That’s it—that’s all the code in the ebisu module!

Test code

Before diving into unit tests, I promised above to show the suboptimality of fitting a Beta to the prior on \(p_t^δ\) and performing a straightforward conjugate update. Assume you can trust updateRecall for now, which fits a Beta to the full posterior. The following shows the difference between the two models: the numerical differences start in the first digit after the decimal point.

def betafitBeforeLikelihood(a, b, t1, x, t2):
  a2, b2 = _meanVarToBeta(
      predictRecall((a, b, t1), t2), predictRecallVar((a, b, t1), t2))
  return a2 + x, b2 + 1 - x, t2


print("Beta fit BEFORE posterior:", updateRecall((3.3, 4.4, 1.), 1., 2.))
print("Beta fit AFTER posterior:", betafitBeforeLikelihood(
    3.3, 4.4, 1., 1., 2.))
# Output:
# Beta fit BEFORE posterior: (2.2138973610926804, 4.6678159395305334, 2.0)
# Beta fit AFTER posterior: (2.3075328265376691, 4.8652384243261961, 2.0)

I use the built-in unittest, and I can run all the tests from Atom via Hydrogen/Jupyter but for historic reasons I don’t want Jupyter to deal with the ebisu namespace, just functions (since most of these functions and tests existed before the module’s layout was decided). So the following is in its own fenced code block that I don’t evaluate in Atom.

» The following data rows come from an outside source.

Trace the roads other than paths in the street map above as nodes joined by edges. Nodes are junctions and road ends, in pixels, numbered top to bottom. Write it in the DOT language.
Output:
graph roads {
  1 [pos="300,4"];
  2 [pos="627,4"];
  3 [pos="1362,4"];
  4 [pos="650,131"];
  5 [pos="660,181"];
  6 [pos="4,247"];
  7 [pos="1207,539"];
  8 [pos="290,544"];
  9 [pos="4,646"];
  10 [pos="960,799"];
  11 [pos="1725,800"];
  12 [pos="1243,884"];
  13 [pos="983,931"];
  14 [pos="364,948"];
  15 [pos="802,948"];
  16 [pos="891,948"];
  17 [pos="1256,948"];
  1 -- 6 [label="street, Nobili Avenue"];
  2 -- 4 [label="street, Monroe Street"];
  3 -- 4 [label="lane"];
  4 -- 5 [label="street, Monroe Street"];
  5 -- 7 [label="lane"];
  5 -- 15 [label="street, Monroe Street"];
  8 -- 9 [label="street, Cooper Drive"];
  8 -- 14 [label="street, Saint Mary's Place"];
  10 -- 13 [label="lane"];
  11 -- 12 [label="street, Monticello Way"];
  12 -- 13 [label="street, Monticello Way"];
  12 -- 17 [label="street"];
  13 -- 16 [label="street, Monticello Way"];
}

# export ebisu/tests/test_ebisu.py
from ebisu import *
from ebisu.alternate import *

In these unit tests, I compare

predictRecall and predictRecallVar against predictRecallMonteCarlo, and
updateRecall against updateRecallQuad (both with analytical and numerical marginal) and against updateRecallMonteCarlo.

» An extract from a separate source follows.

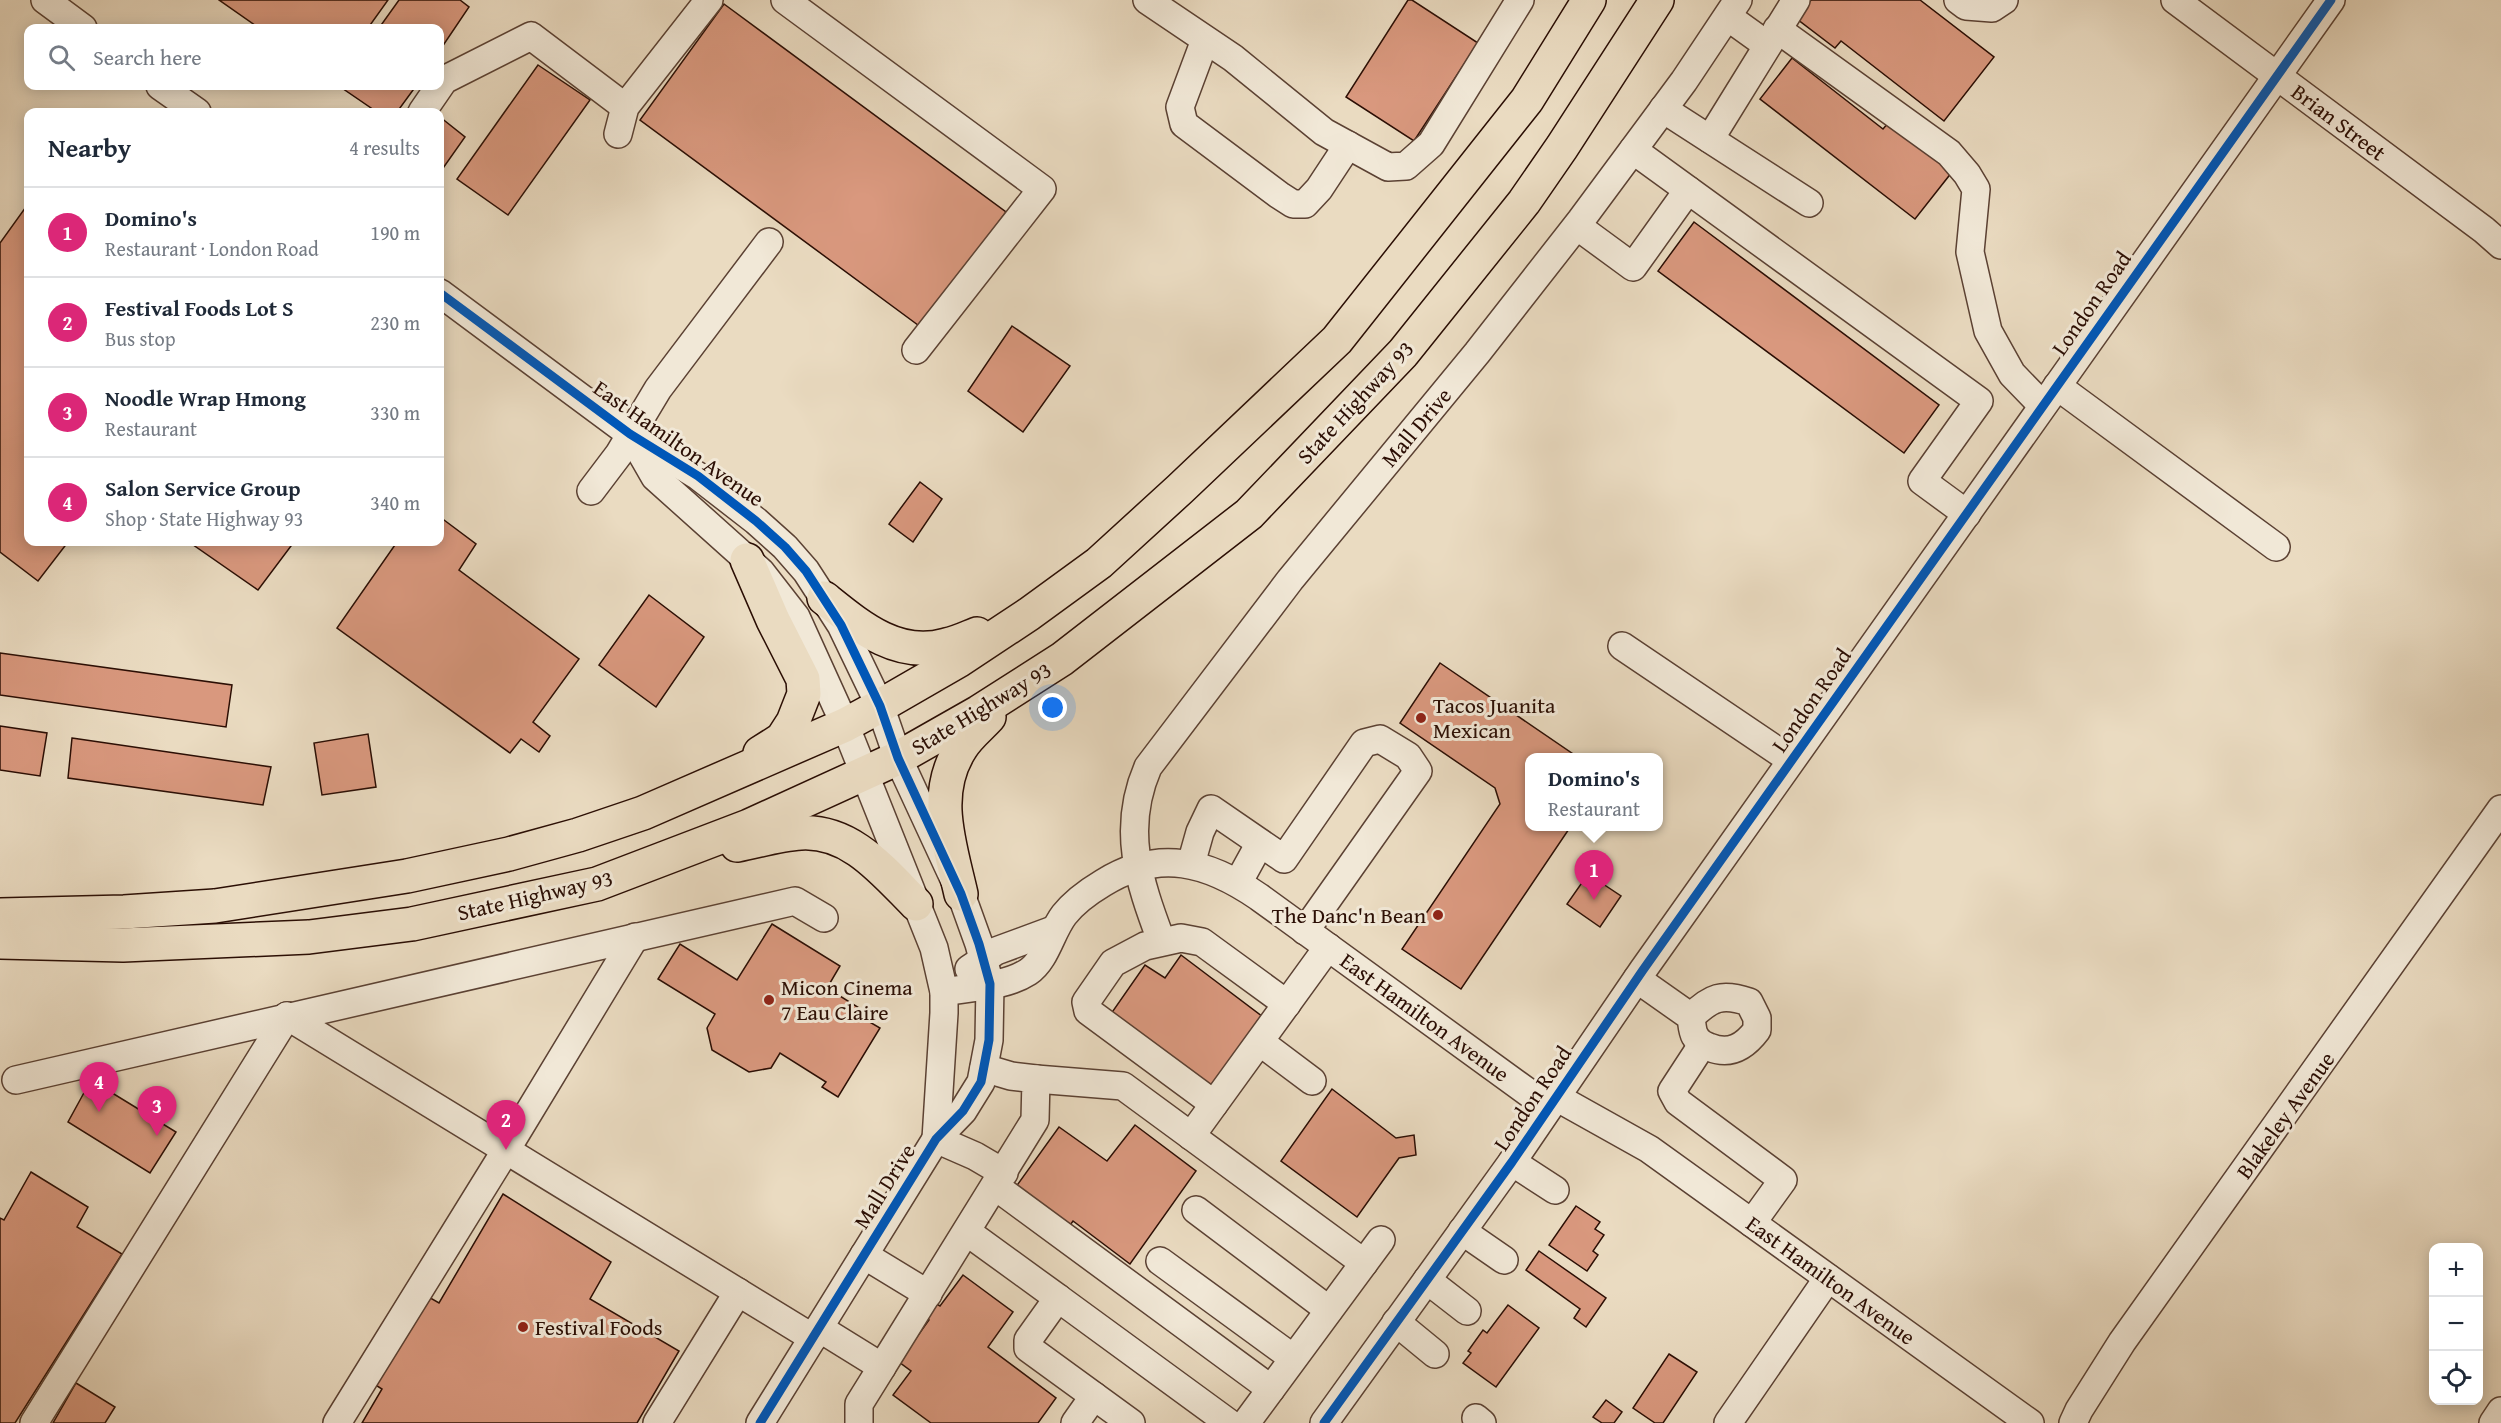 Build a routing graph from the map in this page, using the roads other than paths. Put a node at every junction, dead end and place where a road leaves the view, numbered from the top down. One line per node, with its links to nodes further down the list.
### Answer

For the latter, since all the functions return a Beta distribution’s parameters, I compare the resulting distributions in terms of Kullback–Leibler divergence (actually, the symmetric distance version), which is a nice way to measure the difference between two probability distributions. There is also a little unit test for my implementation for the KL divergence on Beta distributions.

For the former, I compare means and variances using relative error, \(|x-y| / |y|\), since they do not return distributions, only means/variances.

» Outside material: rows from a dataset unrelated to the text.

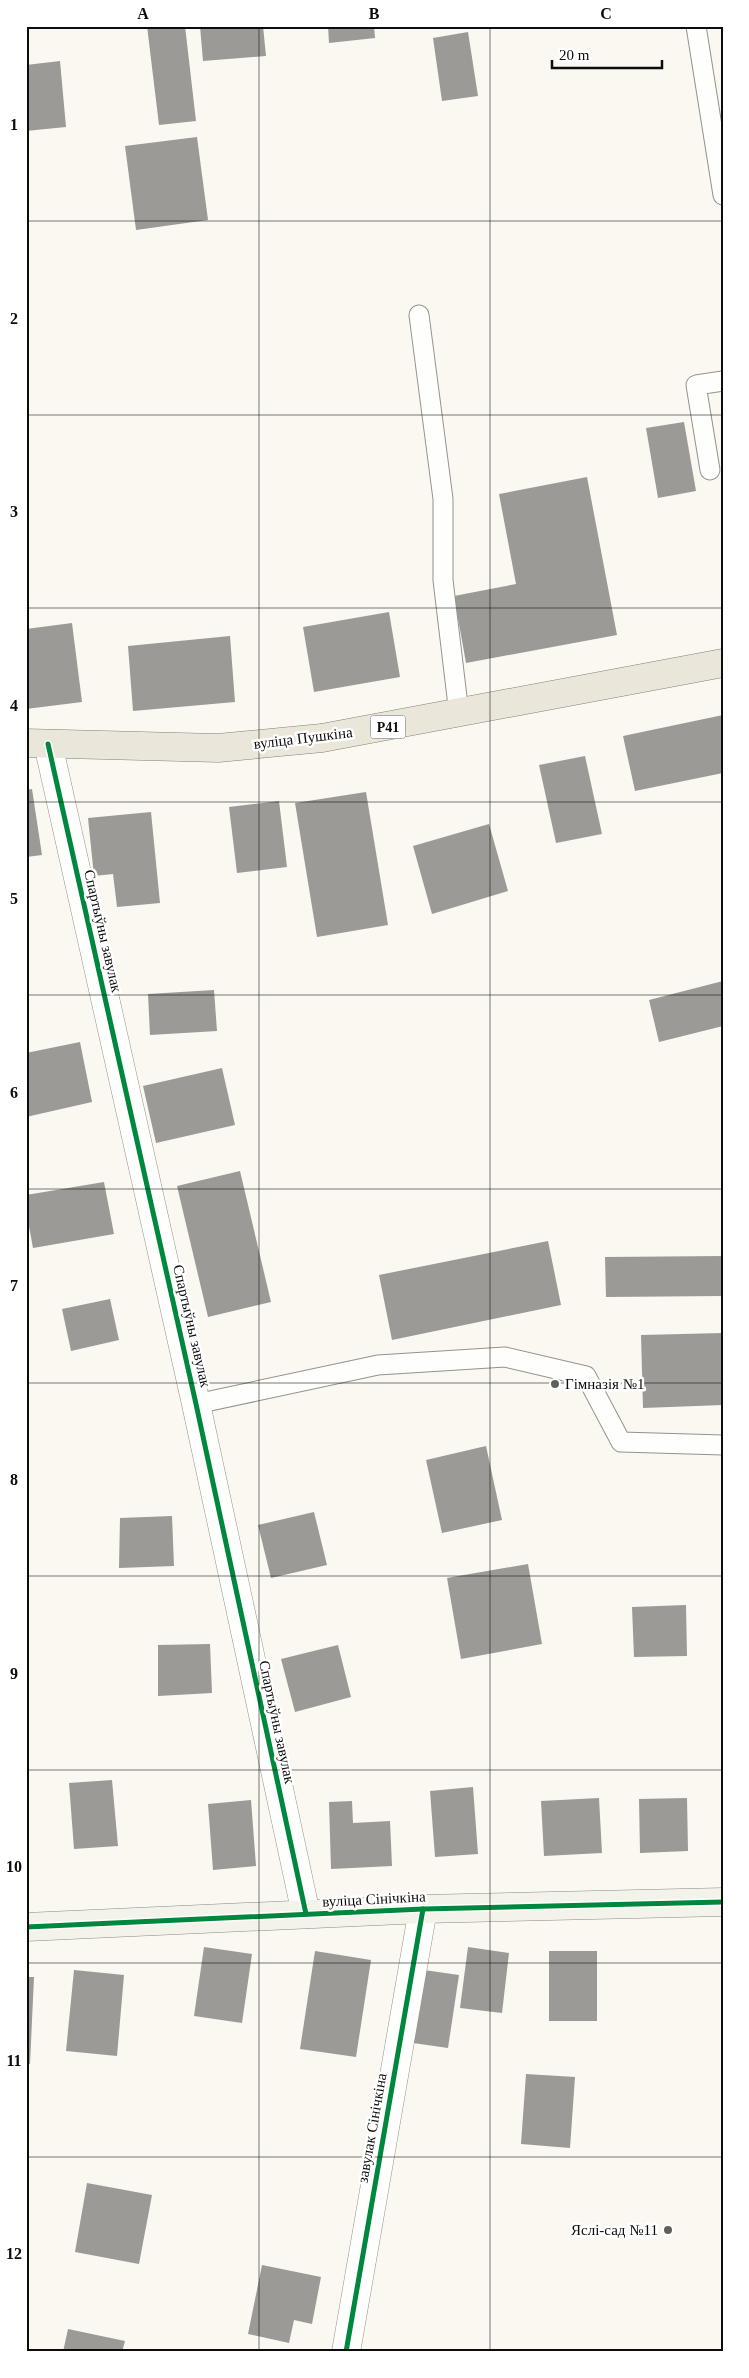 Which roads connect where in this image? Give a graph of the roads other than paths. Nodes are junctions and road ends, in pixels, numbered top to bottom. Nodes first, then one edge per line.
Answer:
1 (696, 26) edge
2 (723, 195) edge
3 (419, 315) dead end
4 (723, 381) edge
5 (710, 470) dead end
6 (723, 663) edge
7 (459, 714) junction
8 (37, 744) edge
9 (196, 1404) junction
10 (723, 1445) edge
11 (723, 1902) edge
12 (423, 1909) junction
13 (306, 1914) junction
14 (26, 1927) edge
15 (346, 2352) edge

1 - 2 lane
3 - 7 lane
4 - 5 lane
6 - 7 main road, вуліца Пушкіна / Р41
7 - 8 main road, вуліца Пушкіна / Р41
8 - 9 street, Спартыўны завулак
9 - 10 lane
9 - 13 street, Спартыўны завулак
11 - 12 street, вуліца Сінічкіна
12 - 13 street, вуліца Сінічкіна
12 - 15 street, завулак Сінічкіна
13 - 14 street, вуліца Сінічкіна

For both sets of functions, a range of \(δ = t_{now} / t\) and both outcomes of quiz results (true and false) are tested to ensure they all produce the same answers. Sometimes, quadrature integration fails to find a solution, in which case it is not compared to the Monte Carlo and analytical versions.

Often the unit tests fails because the tolerances are a little tight, and the random number generator seed is variable, which leads to errors exceeding thresholds. I actually prefer to see these occasional test failures because it gives me confidence that the thresholds are where I want them to be (if I set the thresholds too loose, and I somehow accidentally greatly improved accuracy, I might never know). However, I realize it can be annoying for automated tests or continuous integration systems, so I am open to fixing a seed and fixing the error threshold for it.

One note: the unit tests udpate a global database of testpoints being tested, which can be dumped to a JSON file for comparison against other implementations.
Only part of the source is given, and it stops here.